Many Fed watchers have expected the central bank’s officials to forgo another increase in their benchmark rate when they next meet in mid-June. Yet recent warnings from several of the officials about the continuing threat from high inflation suggest that that outcome is far from certain.

And on Thursday, Lorie Logan, president of the Federal Reserve Bank of Dallas, said she believes that the economic data so far doesn’t support a pause in the central bank’s rate hikes next month.

“The data in coming weeks could yet show that it is appropriate to skip a meeting,” Logan said in written remarks to the Texas Bankers Association. “As of today, though, we aren’t there yet.”

On inflation, she said, “We haven’t made the progress we need to make.”

No Fed officials have yet gone so far as to suggest that the Fed will likely cut rates this year. The financial markets, by contrast, have continued to bet that policymakers will feel compelled to cut interest rates twice by the end of 2023.

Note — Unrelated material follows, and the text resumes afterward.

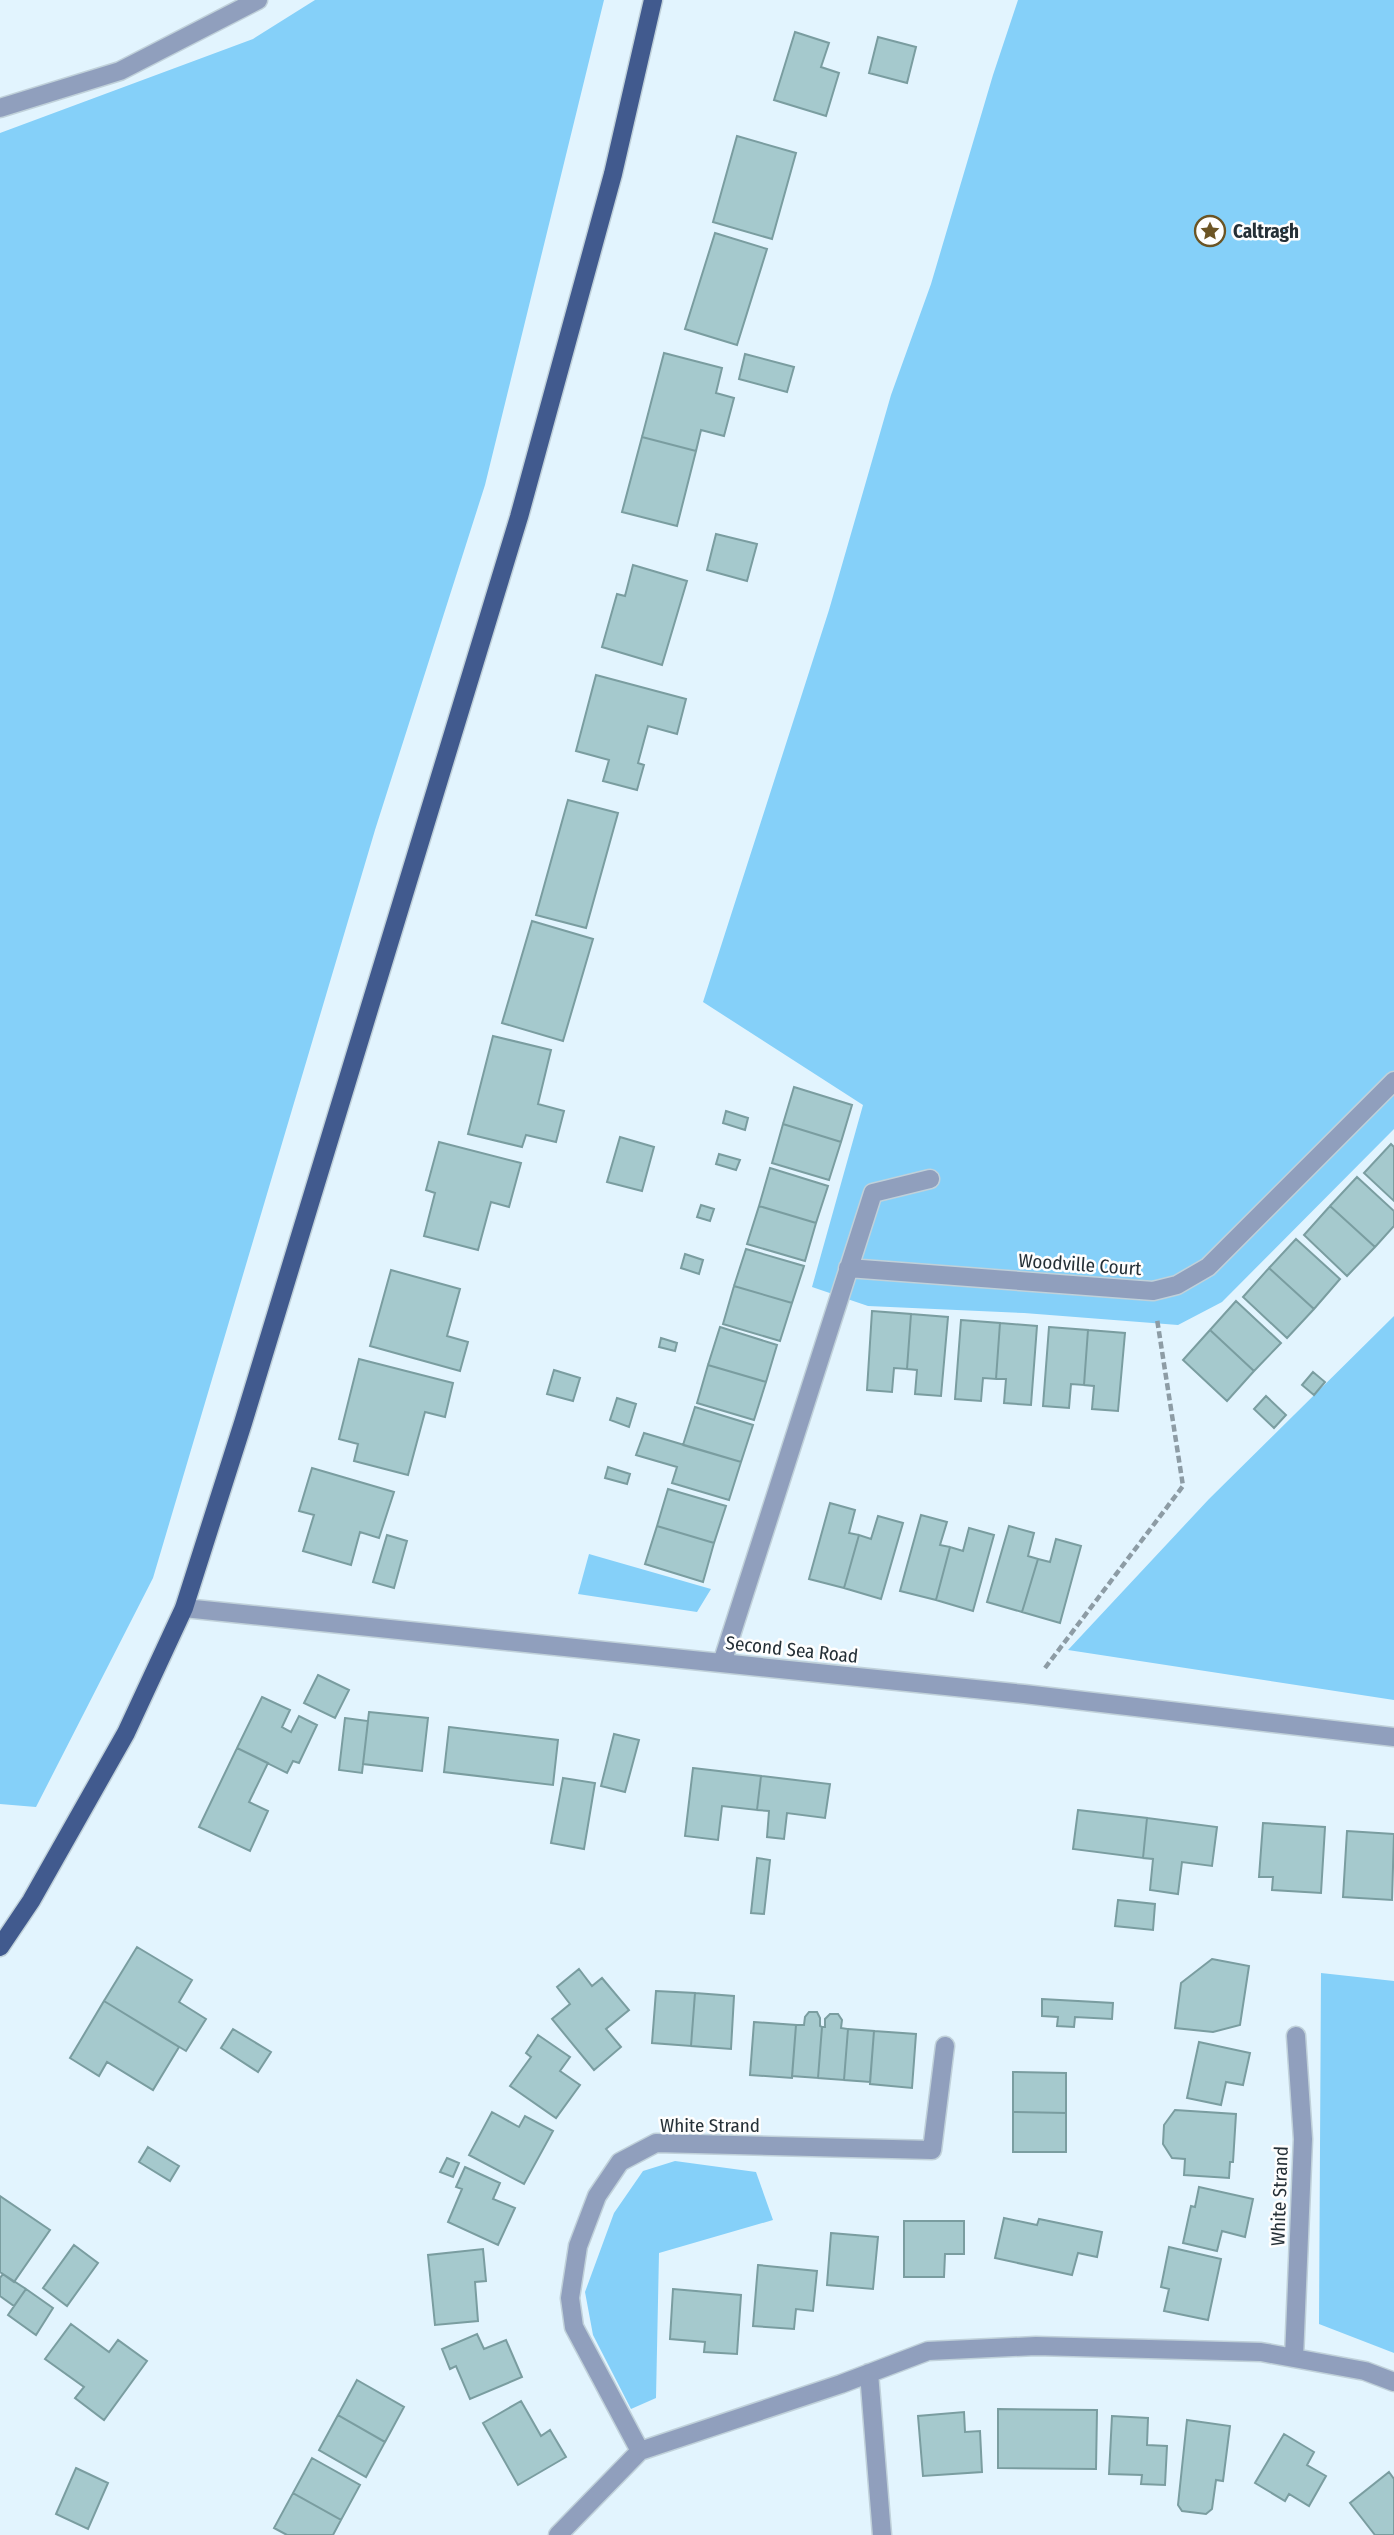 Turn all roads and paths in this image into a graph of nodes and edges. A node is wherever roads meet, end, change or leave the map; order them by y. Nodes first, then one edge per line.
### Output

“They would like to go on hold and pause, but … if need be, raising rates further is an option,” said Kathy Bostjancic, chief economist at Nationwide. “It comes down to the fact that inflation’s remaining so stubbornly high.”

Among Fed officials, though, that sentiment is hardly unanimous. Some have stressed the need to pause rate hikes for an extended period.

The idea is to give the rate increases time to exert their full effects on growth and inflation. Behind that view is the concern that if the Fed keeps making borrowing costs ever-more expensive, it could cause a deep recession.